Chapter 5

Chapter Five

Aurelia

A s temple bells peal the seventh hour of the evening, Melisse arrives to lead the way to dinner as promised. We travel along a couple of sprawling hallways and down a sweeping staircase to a room nearly as large and grand as the one where I met the emperor earlier this afternoon.

A line of gold-and-crystal chandeliers glisten overhead amid a ceiling painted with animals in elegant outfits frolicking across clouds. And they literally do frolic. My breath catches when I realize they’ve been enchanted to twirl and dip in their fanciful dance.

Tapestries and paintings of hunting scenes adorn the walls between gilded panels, blessed with more illusionary magic. Animals poke their heads from around trees; hounds run in place amid horses’ clopping hooves.

Several sturdy but gleaming wooden tables stand in a couple of rows at the nearer end of the room, each capable of holding a dozen diners. A massive banquet table twice the size dominates the farther end, with a throne-like chair at both the head and the foot.

Those two seats are currently empty, but it’s easy to guess who’ll be sitting in them. I recognize several other faces around the table: women who were called to compete for Marclinus’s hand, nobles from the crowd who are perhaps relatives of theirs… and the four foster princes.

Keeping Melisse’s comments in mind as I approach, I attach names to their faces.

Prince Raul, the tall, brawny one with his cocoa-brown hair pulled back in a ponytail, sits a couple of seats over from one of the throne-like chairs, flashing a smile at the noblewoman seated next to him.

Leaning back in his seat at the opposite end of the table is Prince Lorenzo, the well-built but not quite as massive man with the rich brown skin, intense dark eyes, and apparently no tongue. He has Prince Bastien—hair the reddish brown of cinnamon, pale and slender and missing a lung—as a neighbor.

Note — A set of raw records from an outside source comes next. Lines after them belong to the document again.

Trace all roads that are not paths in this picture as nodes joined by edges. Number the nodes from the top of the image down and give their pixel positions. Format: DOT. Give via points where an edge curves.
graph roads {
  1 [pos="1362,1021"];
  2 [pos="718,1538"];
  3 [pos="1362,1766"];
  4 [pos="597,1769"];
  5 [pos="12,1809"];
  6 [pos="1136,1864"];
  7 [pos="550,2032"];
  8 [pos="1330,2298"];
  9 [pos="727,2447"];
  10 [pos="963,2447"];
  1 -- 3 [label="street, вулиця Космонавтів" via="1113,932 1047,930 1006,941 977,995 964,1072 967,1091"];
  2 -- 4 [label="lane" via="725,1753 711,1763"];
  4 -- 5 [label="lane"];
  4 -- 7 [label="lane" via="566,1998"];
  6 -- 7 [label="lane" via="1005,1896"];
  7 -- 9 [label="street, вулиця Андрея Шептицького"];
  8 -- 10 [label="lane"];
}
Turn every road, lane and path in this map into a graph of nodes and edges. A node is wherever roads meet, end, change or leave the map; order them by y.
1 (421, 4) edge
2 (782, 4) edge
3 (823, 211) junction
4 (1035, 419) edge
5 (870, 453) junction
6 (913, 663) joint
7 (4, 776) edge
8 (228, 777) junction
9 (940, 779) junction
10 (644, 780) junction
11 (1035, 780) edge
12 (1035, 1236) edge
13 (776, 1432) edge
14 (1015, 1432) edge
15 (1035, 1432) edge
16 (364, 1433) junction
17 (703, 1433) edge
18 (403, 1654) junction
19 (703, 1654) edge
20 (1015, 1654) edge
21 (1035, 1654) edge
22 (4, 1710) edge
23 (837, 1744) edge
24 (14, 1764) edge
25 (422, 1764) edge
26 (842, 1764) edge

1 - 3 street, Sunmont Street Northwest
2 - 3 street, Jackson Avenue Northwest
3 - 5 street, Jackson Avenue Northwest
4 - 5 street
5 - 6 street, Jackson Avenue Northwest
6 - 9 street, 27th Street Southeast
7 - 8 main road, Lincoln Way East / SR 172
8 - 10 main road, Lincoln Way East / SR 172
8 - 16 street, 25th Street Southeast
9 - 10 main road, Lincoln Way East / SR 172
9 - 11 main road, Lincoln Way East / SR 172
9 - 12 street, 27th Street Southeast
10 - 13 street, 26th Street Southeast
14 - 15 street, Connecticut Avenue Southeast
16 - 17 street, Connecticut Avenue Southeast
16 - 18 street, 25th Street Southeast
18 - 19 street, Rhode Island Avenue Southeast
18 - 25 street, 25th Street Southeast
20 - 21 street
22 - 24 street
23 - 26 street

I can only see the back of Prince Neven’s white-blond head and wide shoulders, but his teenage gangliness sets him a little apart from the figures around him.

Prince Bastien’s gaze flicks my way briefly. His dark green eyes seem to harden before he tugs his attention away.

Each of the place settings with their gold-rimmed plates and polished silverware appears to have been assigned. Melisse directs me to one specific chair, with a woman whose name I think was Lady Iseppa at my left and Lady Rochelle with her cloud of pale curls at my right.

I’m a little relieved not to directly face any of the princes’ glowers, understandable or not. Across from me sits a woman I haven’t met yet, perhaps in her late twenties, with her black hair arranged in sleek, coiled braids. The upswept style tells me she’s married.

She’s an odd pairing with the flame-haired Lady Fausta next to her—as voluptuous as Fausta is slim, her smooth brown skin contrasting with Fausta’s porcelain pallor.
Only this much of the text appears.